Work task
In the records below, find each line holding the word "dead" and copy it.

Extracted information
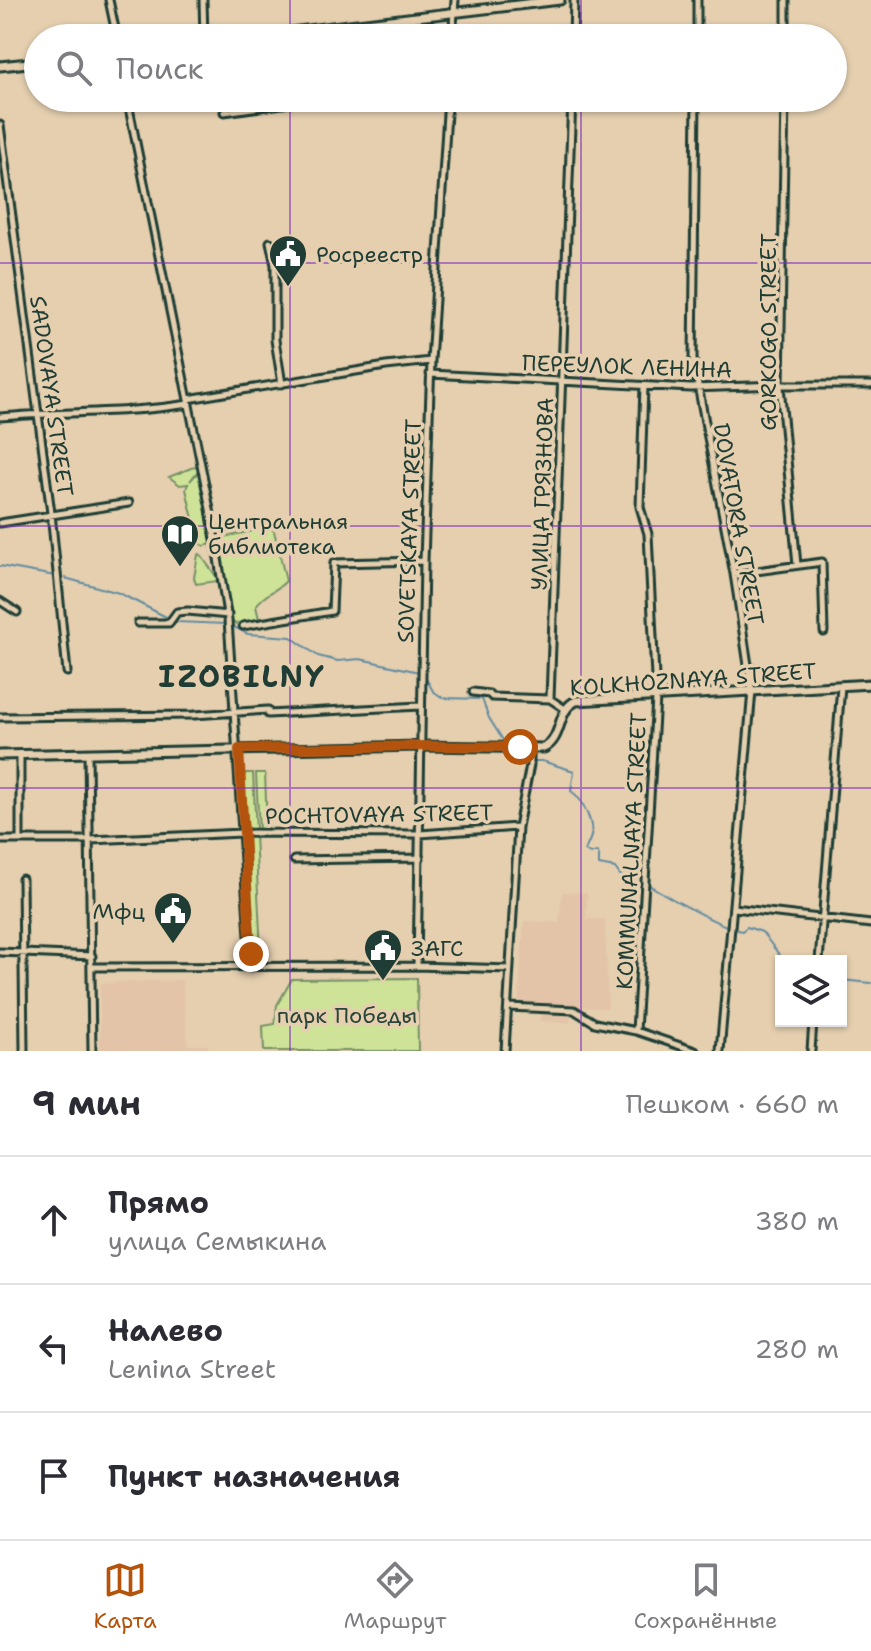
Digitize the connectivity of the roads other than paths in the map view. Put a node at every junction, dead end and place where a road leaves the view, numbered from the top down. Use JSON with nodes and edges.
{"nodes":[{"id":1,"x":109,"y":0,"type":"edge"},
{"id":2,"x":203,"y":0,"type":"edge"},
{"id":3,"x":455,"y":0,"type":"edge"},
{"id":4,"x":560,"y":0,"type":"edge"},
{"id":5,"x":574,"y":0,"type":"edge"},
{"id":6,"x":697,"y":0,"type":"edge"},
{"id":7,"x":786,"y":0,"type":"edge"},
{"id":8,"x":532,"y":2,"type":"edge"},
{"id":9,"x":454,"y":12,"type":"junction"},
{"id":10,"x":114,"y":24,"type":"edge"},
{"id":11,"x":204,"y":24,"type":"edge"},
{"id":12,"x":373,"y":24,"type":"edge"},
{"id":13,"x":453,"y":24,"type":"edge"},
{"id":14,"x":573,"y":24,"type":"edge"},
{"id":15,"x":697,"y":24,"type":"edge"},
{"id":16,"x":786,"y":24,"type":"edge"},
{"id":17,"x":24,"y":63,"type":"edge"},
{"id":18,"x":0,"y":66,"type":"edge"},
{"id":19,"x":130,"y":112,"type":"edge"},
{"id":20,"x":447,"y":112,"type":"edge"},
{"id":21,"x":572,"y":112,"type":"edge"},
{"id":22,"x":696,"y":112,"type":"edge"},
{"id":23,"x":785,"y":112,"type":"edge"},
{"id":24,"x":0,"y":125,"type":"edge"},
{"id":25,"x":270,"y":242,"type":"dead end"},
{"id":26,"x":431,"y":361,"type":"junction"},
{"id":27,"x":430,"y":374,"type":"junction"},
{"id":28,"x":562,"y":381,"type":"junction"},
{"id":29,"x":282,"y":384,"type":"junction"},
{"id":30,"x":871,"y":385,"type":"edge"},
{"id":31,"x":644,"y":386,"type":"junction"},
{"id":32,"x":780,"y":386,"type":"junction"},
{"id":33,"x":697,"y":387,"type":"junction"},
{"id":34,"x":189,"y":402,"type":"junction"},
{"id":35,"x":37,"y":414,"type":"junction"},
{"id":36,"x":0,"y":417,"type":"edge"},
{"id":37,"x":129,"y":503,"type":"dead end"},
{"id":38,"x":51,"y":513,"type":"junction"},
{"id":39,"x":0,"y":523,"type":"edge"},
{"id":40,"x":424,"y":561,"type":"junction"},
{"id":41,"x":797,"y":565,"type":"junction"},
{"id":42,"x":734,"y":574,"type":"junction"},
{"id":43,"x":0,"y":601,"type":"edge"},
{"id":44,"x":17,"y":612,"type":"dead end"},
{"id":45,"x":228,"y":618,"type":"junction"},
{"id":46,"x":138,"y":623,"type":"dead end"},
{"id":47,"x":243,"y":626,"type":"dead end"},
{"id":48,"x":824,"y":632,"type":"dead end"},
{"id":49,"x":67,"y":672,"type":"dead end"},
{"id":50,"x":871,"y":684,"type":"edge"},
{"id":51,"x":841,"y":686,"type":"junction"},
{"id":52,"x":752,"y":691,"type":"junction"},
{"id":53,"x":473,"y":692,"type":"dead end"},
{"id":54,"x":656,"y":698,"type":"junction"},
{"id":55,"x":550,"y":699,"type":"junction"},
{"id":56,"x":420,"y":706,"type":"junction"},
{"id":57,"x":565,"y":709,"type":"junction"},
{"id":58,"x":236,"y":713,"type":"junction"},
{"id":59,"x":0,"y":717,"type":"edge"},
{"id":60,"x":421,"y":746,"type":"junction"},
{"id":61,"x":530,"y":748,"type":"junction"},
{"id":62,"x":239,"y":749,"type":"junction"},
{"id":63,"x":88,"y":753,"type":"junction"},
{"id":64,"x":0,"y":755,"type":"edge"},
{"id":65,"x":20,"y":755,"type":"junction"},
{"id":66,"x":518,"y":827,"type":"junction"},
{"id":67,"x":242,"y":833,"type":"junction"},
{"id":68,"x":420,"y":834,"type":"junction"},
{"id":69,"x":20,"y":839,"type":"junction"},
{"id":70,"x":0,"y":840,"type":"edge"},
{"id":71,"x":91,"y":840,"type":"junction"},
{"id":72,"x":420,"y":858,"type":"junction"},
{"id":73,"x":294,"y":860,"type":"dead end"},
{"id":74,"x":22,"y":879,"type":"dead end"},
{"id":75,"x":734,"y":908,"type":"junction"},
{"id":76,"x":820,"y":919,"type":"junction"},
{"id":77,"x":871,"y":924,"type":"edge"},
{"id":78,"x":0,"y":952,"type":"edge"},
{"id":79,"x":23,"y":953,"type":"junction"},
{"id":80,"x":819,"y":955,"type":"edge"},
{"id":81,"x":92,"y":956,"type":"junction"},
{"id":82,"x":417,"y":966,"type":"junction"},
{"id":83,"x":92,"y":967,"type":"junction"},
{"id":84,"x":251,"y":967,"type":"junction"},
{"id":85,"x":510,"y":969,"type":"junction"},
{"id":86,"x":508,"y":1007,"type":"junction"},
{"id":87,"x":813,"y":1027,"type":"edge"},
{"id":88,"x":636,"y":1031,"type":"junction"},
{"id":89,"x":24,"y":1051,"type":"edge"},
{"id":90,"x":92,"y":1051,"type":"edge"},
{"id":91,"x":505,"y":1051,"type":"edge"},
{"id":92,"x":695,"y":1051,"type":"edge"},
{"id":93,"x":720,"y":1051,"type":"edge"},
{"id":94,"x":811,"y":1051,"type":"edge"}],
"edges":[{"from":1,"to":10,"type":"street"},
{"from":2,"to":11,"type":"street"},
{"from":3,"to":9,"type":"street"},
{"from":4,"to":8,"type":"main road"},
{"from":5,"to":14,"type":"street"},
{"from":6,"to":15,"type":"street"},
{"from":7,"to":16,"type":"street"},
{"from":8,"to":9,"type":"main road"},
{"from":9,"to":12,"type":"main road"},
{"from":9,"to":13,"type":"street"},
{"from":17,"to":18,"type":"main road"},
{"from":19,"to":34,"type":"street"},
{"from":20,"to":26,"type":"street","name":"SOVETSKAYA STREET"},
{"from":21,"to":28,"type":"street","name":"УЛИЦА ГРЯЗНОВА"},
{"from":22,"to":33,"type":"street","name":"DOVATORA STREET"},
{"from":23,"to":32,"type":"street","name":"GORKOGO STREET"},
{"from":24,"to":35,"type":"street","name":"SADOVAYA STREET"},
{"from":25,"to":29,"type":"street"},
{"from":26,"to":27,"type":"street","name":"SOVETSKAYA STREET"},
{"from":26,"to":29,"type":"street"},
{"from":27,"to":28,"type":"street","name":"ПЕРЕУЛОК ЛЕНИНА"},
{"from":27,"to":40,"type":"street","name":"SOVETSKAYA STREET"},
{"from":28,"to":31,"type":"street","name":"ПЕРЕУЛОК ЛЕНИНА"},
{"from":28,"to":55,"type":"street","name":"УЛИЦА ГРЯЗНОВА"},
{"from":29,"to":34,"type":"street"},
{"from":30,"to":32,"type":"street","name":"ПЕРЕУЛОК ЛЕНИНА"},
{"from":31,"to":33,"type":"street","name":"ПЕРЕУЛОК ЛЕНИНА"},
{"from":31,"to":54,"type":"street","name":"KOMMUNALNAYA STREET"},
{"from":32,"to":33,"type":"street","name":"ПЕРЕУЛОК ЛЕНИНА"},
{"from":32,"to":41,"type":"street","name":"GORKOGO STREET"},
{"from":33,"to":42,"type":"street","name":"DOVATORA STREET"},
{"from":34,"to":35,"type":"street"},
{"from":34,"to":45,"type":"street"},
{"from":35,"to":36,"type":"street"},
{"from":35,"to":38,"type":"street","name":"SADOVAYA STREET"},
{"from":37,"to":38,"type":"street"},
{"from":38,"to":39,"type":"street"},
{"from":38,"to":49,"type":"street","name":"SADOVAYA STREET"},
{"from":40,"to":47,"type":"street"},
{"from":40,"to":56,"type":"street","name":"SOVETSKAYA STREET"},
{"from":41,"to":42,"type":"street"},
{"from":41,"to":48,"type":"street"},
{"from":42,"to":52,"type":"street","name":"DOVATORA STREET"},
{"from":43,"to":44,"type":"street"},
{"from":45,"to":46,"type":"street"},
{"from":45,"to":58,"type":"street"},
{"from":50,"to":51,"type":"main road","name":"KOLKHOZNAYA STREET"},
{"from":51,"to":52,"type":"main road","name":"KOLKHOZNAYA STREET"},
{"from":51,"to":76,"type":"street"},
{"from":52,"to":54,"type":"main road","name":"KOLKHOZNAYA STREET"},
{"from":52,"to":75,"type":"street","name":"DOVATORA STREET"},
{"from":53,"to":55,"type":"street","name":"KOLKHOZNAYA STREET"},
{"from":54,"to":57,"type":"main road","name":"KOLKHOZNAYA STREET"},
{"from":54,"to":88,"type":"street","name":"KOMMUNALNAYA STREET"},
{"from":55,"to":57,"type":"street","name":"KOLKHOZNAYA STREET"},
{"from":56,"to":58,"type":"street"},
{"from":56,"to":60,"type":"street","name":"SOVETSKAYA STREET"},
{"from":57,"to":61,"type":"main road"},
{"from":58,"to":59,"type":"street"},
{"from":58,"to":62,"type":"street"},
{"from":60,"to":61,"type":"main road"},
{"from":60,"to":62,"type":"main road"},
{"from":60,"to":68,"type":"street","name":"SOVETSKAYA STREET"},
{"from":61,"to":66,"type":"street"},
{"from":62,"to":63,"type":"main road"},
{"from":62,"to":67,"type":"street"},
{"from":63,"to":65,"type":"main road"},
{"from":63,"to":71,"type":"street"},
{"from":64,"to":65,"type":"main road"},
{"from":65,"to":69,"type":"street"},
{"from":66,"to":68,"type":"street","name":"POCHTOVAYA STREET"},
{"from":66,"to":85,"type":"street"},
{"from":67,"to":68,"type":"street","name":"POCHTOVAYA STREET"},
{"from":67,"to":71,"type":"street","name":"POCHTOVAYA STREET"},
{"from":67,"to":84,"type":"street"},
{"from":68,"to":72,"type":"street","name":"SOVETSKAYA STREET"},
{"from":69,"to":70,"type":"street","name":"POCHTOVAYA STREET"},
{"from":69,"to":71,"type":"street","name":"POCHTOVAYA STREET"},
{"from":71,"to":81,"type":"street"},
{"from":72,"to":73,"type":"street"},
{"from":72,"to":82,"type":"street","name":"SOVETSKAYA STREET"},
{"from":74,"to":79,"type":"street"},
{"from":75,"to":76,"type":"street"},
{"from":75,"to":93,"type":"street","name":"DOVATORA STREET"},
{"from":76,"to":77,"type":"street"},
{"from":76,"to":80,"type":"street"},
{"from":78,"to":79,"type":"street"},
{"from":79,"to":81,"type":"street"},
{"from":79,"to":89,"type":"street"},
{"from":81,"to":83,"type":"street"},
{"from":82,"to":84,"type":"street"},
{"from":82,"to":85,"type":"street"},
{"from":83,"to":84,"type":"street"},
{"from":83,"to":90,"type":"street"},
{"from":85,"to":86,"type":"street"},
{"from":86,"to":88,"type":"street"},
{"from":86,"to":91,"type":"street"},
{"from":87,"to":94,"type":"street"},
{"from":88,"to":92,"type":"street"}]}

Solution
Digitize the connectivity of the roads other than paths in the map view. Put a node at every junction, dead end and place where a road leaves the view, numbered from the top down. Use JSON with nodes and edges.
{"id":25,"x":270,"y":242,"type":"dead end"},
{"id":37,"x":129,"y":503,"type":"dead end"},
{"id":44,"x":17,"y":612,"type":"dead end"},
{"id":46,"x":138,"y":623,"type":"dead end"},
{"id":47,"x":243,"y":626,"type":"dead end"},
{"id":48,"x":824,"y":632,"type":"dead end"},
{"id":49,"x":67,"y":672,"type":"dead end"},
{"id":53,"x":473,"y":692,"type":"dead end"},
{"id":73,"x":294,"y":860,"type":"dead end"},
{"id":74,"x":22,"y":879,"type":"dead end"},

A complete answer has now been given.